● What you have to do: Among the entries below, which lines include the string "Gansos"? Show each one.

[Dataset excerpts]
------------

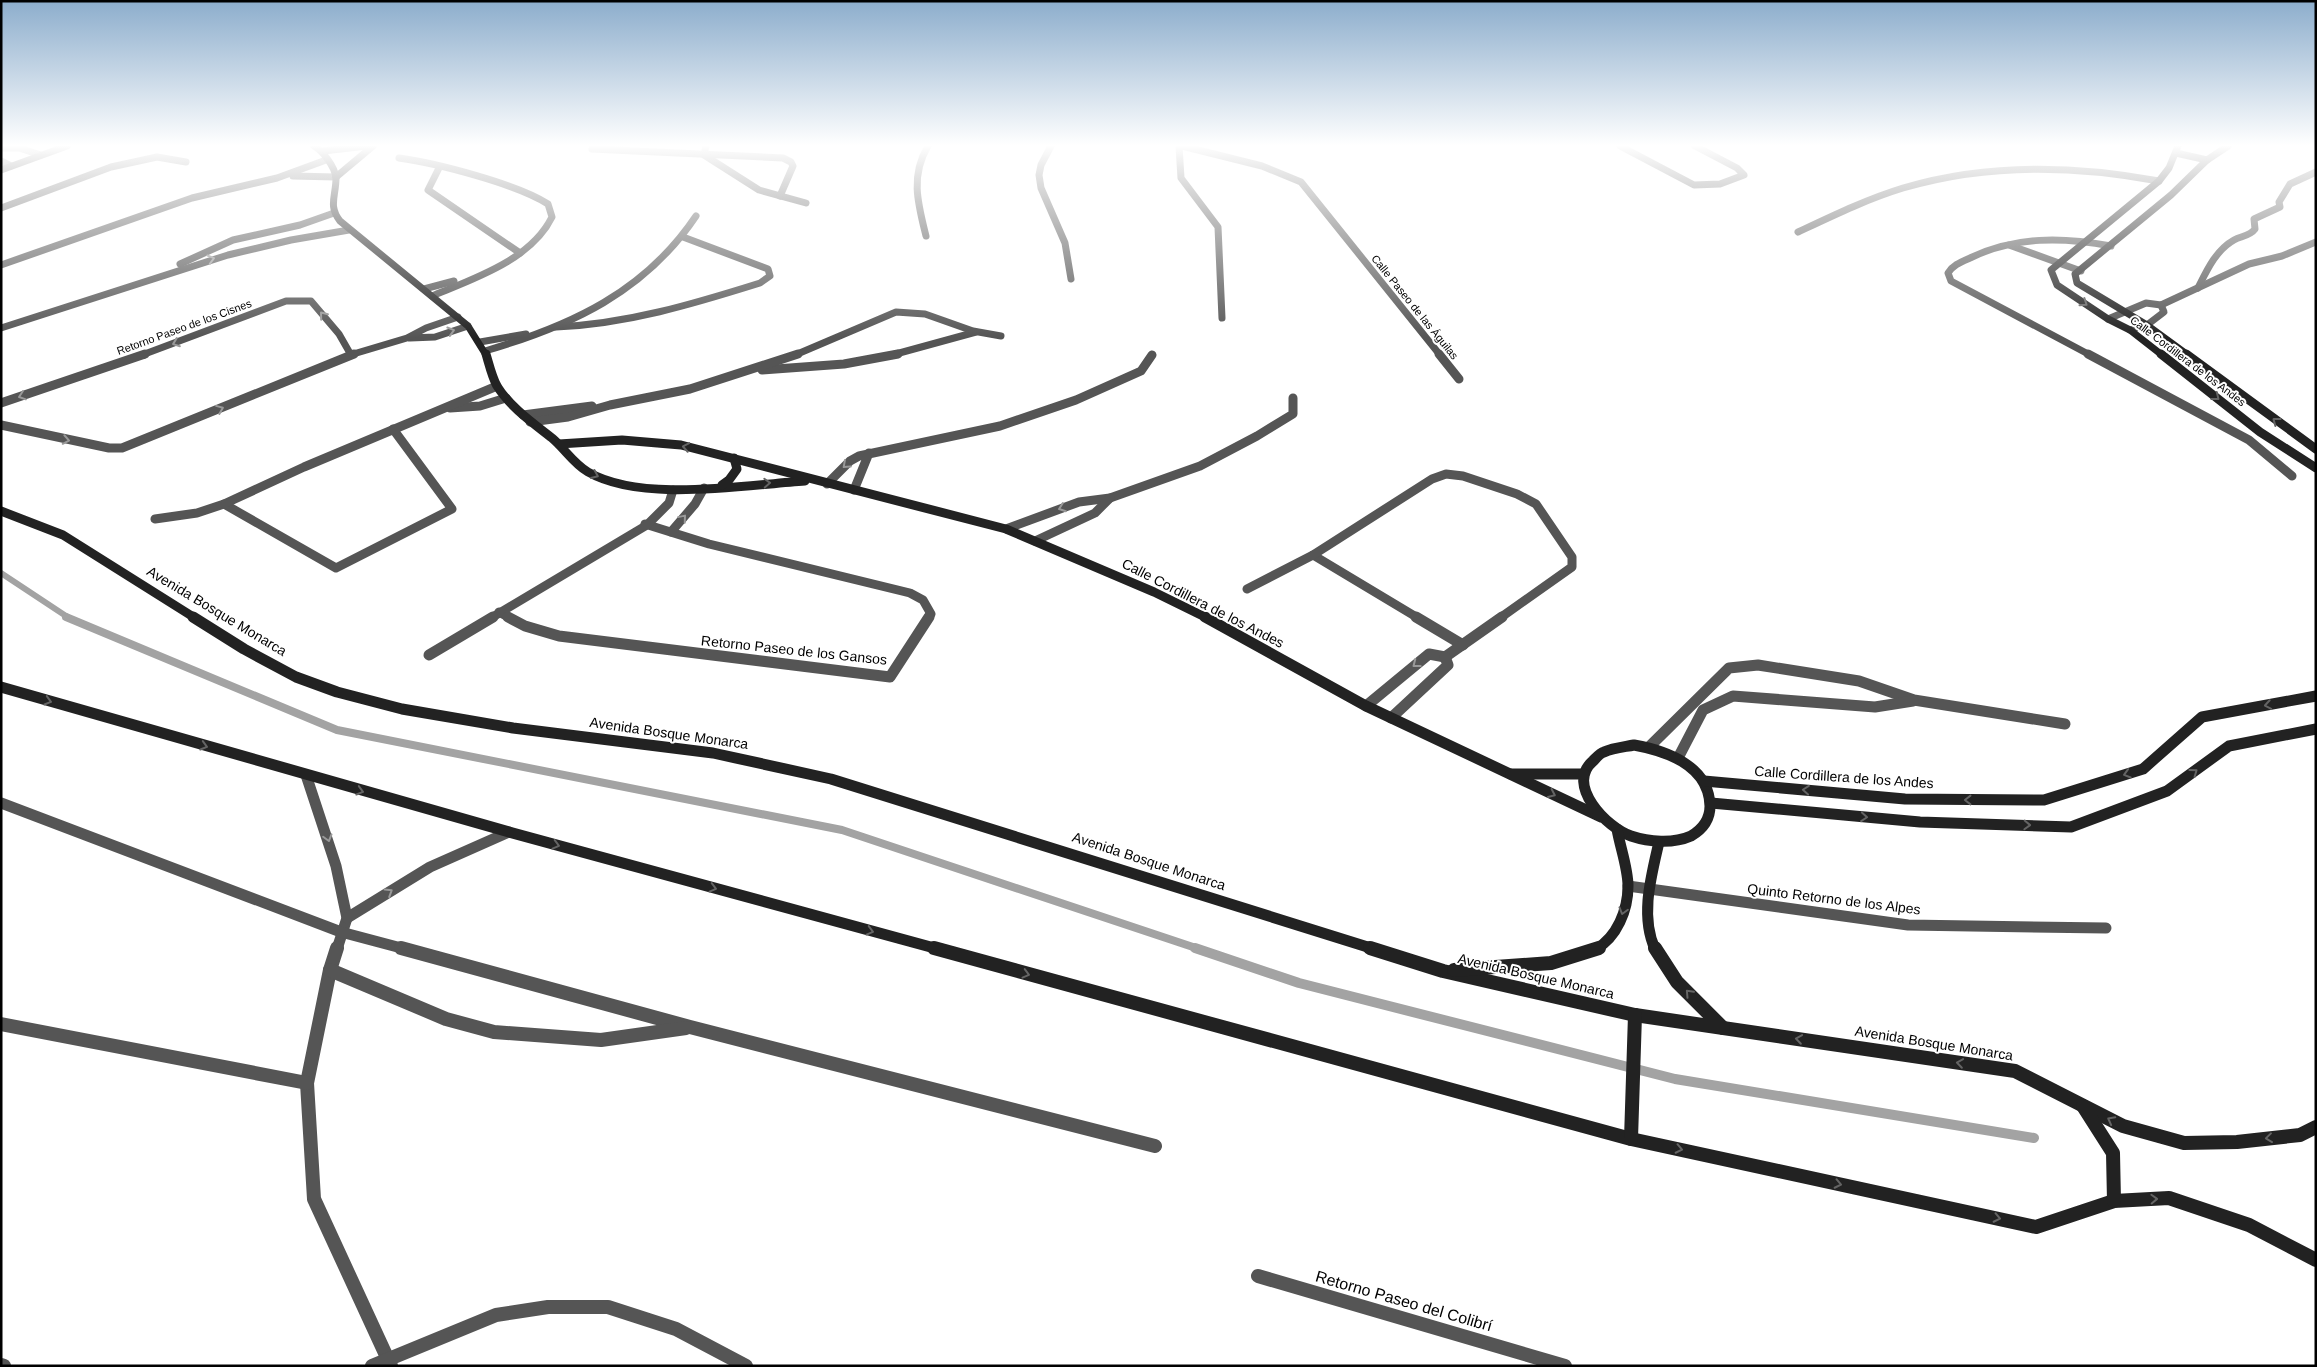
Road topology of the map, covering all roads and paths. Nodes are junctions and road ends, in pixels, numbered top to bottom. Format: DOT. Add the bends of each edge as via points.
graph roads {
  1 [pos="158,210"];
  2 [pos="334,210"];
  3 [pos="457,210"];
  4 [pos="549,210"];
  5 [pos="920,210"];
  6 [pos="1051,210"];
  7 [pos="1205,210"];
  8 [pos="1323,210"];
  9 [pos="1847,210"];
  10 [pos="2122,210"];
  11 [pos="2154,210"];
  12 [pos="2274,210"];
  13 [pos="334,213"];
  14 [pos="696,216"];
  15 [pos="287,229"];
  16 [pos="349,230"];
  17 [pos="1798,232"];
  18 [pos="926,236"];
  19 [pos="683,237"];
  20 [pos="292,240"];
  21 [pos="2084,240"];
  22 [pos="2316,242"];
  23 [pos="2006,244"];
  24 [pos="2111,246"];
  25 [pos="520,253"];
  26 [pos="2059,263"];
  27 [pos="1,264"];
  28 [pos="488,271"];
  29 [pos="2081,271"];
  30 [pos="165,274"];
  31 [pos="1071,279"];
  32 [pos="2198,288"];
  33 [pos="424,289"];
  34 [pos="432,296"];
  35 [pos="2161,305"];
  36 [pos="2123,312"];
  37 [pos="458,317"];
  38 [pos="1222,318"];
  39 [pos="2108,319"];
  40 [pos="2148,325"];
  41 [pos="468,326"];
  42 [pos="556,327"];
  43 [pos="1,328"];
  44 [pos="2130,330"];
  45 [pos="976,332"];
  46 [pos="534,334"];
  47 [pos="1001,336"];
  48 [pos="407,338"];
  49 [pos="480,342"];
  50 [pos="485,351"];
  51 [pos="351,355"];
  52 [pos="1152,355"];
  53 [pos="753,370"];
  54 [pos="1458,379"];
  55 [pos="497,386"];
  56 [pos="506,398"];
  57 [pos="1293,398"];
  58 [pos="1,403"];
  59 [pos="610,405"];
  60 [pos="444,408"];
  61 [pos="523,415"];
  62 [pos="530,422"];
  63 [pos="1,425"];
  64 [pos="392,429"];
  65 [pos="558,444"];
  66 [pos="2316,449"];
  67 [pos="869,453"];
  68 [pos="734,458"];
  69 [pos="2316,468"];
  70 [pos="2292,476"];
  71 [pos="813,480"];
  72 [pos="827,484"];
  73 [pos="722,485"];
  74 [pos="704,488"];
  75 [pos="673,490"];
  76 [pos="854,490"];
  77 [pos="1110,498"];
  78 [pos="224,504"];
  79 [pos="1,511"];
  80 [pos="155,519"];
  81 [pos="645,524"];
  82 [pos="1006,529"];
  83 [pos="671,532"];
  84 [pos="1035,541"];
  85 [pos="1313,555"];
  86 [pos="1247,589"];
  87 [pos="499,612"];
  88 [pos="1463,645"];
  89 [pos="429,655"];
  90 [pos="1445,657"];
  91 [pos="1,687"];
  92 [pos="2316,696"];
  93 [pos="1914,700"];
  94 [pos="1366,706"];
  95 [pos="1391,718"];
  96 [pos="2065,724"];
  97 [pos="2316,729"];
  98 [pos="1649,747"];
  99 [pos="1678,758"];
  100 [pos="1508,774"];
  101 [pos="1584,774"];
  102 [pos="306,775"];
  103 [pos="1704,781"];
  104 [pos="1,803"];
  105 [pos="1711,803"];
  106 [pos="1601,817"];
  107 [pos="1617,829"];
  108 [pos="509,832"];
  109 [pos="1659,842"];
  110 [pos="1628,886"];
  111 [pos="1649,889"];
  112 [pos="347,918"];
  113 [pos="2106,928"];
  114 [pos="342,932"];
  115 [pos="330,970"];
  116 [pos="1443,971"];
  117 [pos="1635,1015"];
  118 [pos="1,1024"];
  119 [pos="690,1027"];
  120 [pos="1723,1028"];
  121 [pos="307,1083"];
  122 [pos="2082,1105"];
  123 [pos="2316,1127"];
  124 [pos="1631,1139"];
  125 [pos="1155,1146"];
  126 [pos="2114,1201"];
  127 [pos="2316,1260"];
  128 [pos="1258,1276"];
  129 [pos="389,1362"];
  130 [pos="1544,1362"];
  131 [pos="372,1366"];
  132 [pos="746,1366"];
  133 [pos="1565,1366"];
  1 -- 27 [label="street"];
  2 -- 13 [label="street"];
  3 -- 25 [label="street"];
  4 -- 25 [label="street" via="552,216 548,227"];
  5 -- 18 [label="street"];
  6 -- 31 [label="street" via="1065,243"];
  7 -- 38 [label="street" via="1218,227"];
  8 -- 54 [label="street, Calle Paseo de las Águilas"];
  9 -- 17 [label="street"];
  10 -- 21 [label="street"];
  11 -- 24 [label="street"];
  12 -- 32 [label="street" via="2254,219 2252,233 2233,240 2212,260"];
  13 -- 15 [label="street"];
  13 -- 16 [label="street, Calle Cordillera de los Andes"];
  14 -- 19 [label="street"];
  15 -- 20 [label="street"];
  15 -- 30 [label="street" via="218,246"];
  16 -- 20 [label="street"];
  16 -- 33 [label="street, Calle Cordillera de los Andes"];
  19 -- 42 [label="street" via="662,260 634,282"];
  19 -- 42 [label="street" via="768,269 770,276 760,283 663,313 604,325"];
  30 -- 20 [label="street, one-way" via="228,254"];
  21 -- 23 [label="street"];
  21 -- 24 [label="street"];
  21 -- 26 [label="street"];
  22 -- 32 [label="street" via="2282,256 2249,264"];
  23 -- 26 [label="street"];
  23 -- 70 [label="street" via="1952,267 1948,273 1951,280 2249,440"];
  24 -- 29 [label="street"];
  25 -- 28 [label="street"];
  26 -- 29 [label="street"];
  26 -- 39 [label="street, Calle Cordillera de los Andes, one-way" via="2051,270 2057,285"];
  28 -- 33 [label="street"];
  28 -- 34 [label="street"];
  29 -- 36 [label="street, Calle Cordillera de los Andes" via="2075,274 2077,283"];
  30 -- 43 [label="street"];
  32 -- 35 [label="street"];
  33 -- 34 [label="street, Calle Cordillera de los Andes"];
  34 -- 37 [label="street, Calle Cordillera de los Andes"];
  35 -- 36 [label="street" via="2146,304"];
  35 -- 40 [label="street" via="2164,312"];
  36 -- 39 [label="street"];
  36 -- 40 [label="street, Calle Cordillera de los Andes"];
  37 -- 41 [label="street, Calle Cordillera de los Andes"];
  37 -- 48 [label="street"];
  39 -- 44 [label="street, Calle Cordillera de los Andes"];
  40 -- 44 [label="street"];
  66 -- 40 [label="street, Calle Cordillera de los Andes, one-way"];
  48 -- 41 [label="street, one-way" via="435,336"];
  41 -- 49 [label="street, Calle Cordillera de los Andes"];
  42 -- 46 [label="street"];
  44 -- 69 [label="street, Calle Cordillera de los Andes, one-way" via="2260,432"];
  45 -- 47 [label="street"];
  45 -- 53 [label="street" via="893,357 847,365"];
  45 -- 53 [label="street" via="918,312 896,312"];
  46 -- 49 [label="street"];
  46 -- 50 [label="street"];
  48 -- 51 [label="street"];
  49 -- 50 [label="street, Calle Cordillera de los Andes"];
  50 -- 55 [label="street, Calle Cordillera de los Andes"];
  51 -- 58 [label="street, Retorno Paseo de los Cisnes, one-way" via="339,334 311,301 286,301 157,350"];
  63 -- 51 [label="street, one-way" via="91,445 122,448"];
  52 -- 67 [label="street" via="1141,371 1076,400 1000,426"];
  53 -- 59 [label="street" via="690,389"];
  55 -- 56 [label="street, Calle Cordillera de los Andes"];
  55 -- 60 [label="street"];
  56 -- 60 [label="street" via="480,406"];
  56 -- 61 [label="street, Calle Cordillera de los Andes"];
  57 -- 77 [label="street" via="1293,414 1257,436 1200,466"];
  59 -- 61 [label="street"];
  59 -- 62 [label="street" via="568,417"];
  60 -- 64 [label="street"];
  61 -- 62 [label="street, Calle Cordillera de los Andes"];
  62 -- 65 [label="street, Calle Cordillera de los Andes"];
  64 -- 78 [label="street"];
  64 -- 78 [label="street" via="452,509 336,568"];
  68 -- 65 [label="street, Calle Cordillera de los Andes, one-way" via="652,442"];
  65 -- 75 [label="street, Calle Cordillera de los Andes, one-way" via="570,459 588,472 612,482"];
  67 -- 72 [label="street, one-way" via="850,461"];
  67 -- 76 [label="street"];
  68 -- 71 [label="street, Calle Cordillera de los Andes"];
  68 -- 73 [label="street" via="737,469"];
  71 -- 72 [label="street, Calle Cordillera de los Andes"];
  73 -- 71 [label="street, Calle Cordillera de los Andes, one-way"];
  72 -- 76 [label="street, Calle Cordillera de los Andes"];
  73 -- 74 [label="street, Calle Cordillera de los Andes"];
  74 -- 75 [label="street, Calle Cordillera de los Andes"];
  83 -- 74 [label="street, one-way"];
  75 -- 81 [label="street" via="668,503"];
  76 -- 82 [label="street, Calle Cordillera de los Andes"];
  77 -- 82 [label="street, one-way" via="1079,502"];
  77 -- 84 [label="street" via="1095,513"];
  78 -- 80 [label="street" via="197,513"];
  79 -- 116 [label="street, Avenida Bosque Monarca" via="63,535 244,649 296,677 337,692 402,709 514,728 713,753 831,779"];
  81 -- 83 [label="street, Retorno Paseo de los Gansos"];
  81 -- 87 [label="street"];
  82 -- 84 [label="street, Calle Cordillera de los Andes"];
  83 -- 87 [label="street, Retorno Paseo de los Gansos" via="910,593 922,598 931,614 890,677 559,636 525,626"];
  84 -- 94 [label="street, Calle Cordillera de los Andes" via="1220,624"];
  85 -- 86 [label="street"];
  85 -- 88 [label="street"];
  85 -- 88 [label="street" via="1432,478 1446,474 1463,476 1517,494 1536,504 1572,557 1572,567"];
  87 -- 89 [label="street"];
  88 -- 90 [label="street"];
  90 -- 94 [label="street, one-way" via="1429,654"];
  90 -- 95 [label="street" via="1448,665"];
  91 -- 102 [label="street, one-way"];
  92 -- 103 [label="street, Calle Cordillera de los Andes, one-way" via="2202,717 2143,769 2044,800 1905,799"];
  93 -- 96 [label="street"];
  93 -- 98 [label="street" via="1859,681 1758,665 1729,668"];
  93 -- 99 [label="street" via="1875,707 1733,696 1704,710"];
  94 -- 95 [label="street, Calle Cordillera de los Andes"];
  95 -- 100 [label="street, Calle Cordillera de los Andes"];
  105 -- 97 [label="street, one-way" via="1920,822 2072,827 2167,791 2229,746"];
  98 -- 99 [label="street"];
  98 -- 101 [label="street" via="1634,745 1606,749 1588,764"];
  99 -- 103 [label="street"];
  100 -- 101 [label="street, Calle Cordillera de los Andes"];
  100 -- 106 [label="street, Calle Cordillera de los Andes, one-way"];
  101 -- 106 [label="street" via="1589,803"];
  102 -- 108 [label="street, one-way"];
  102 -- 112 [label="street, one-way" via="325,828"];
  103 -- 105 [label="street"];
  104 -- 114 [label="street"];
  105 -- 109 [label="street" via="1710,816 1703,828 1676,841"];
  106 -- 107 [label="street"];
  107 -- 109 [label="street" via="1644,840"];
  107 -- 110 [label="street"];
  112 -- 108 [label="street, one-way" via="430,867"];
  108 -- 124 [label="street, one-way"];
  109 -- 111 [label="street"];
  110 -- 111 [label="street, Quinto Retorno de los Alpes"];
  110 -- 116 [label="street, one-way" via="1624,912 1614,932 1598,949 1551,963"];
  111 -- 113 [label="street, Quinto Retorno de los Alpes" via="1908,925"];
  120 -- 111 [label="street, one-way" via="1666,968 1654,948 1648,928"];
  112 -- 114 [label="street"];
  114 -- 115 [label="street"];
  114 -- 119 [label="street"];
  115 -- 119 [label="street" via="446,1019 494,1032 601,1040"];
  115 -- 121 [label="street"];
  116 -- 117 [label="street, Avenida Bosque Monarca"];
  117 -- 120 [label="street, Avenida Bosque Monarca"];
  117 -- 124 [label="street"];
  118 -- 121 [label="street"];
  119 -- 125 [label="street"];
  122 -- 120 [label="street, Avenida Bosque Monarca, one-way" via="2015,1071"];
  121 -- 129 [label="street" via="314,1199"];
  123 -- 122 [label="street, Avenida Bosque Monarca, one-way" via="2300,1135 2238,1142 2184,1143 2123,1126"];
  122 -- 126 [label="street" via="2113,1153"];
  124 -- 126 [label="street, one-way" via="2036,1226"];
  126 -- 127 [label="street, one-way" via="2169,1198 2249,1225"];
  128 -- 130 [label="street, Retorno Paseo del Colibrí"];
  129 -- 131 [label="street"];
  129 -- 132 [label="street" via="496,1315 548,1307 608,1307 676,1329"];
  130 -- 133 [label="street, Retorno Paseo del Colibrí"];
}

------------

● Task answer:
  81 -- 83 [label="street, Retorno Paseo de los Gansos"];
  83 -- 87 [label="street, Retorno Paseo de los Gansos" via="910,593 922,598 931,614 890,677 559,636 525,626"];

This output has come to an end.